Companies locating within the zone, constructing new buildings or additions, or purchasing new equipment, can have taxes abated for up to five consecutive years, based on pre-set conditions.

n Discussed use of city fire hydrants by local tank truck operators.

Mahler said he had been contacted by concerned citizens who reported seeing “a lot of water loss” as tankers were being filled. He said he had witnessed it himself.

“There was a tremendous amount of water going into the ground,” he said, adding that it was “a geyser.”

Gerson asked whether the hydrant where Mahler witnessed water being wasted had a meter on it.
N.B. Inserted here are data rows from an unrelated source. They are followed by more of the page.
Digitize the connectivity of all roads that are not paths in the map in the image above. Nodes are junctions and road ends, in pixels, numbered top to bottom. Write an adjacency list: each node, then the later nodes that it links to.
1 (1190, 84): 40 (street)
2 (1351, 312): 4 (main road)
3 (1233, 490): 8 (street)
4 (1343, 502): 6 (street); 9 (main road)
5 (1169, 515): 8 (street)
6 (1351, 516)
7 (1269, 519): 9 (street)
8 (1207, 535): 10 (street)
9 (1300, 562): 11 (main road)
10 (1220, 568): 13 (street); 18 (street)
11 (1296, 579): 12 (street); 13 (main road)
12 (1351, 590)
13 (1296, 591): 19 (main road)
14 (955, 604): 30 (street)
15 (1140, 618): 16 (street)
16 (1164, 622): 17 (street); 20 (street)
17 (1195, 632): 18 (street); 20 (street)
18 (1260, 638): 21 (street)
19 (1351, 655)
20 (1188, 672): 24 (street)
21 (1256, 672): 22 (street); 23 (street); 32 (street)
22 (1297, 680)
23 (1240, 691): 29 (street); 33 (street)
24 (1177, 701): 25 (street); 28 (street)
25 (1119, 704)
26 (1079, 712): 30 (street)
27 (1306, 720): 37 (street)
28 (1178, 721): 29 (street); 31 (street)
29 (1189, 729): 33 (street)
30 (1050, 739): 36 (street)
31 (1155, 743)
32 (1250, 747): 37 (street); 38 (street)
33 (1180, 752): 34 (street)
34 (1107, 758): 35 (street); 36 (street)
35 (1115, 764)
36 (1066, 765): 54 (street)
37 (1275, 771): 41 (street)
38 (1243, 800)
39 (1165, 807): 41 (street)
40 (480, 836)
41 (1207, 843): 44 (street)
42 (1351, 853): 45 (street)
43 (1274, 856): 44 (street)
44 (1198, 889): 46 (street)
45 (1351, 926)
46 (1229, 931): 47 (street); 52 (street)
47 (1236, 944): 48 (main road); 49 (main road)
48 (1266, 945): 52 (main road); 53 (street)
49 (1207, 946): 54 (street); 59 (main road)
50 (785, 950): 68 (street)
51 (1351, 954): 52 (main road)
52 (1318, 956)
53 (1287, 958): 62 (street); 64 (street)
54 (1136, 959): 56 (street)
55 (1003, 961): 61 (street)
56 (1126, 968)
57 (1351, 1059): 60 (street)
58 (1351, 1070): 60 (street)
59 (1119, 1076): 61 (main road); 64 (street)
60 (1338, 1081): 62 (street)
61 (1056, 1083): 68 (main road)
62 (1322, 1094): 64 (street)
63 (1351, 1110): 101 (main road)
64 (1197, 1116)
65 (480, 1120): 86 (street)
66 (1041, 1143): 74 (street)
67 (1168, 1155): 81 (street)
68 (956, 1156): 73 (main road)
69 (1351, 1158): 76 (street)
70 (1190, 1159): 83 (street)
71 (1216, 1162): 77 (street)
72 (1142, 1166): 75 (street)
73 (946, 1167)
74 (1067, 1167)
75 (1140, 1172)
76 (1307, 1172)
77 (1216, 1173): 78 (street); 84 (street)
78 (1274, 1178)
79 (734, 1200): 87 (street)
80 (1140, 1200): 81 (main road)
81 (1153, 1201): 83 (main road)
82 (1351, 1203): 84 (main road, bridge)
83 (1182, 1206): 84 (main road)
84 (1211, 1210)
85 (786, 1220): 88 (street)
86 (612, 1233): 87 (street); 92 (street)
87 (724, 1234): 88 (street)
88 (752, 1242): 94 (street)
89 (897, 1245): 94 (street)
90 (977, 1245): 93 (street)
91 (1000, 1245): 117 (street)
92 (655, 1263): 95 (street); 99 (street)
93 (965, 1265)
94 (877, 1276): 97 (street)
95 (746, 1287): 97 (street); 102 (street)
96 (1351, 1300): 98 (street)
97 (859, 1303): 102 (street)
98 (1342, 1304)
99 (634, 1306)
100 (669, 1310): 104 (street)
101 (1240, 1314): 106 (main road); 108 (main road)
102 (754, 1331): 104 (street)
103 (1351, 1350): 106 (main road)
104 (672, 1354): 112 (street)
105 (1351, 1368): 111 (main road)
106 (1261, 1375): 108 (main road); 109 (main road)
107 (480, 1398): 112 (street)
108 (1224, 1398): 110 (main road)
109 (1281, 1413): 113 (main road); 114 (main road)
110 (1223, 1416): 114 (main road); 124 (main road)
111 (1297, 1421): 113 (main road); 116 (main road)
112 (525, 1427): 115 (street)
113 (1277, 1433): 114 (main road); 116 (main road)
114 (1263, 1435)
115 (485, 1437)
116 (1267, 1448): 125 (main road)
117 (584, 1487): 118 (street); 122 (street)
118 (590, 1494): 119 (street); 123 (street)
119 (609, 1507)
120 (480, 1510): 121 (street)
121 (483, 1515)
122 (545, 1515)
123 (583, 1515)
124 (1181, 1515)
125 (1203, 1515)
Mahler said he didn’t think so.

“We need accountability,” he said. “If we’re going to charge citizens for that water, (truck operators) need to pay too.”

Public Works Director Greg Springman said that trucks typically are only allowed to fill up at the hydrants at 24th Avenue and 49th Avenue, both on Long Street, and at the Pleasant Valley Bridge. He noted that the 24th Avenue hydrant has “failed.”

Mahler said he’d been told that usage hasn’t been limited to the two working hydrants Springman mentioned.

Springman acknowledged that truck operators may be using other hydrants.

“We don’t want them going to every hydrant throughout the community,” he said.

He said he plans to have gate valves installed on the hydrants used to fill tankers.

n Learned that their meeting location will be changed, to the Sweet Home Police Department Community Room, at 1950 Main St., as of July 10.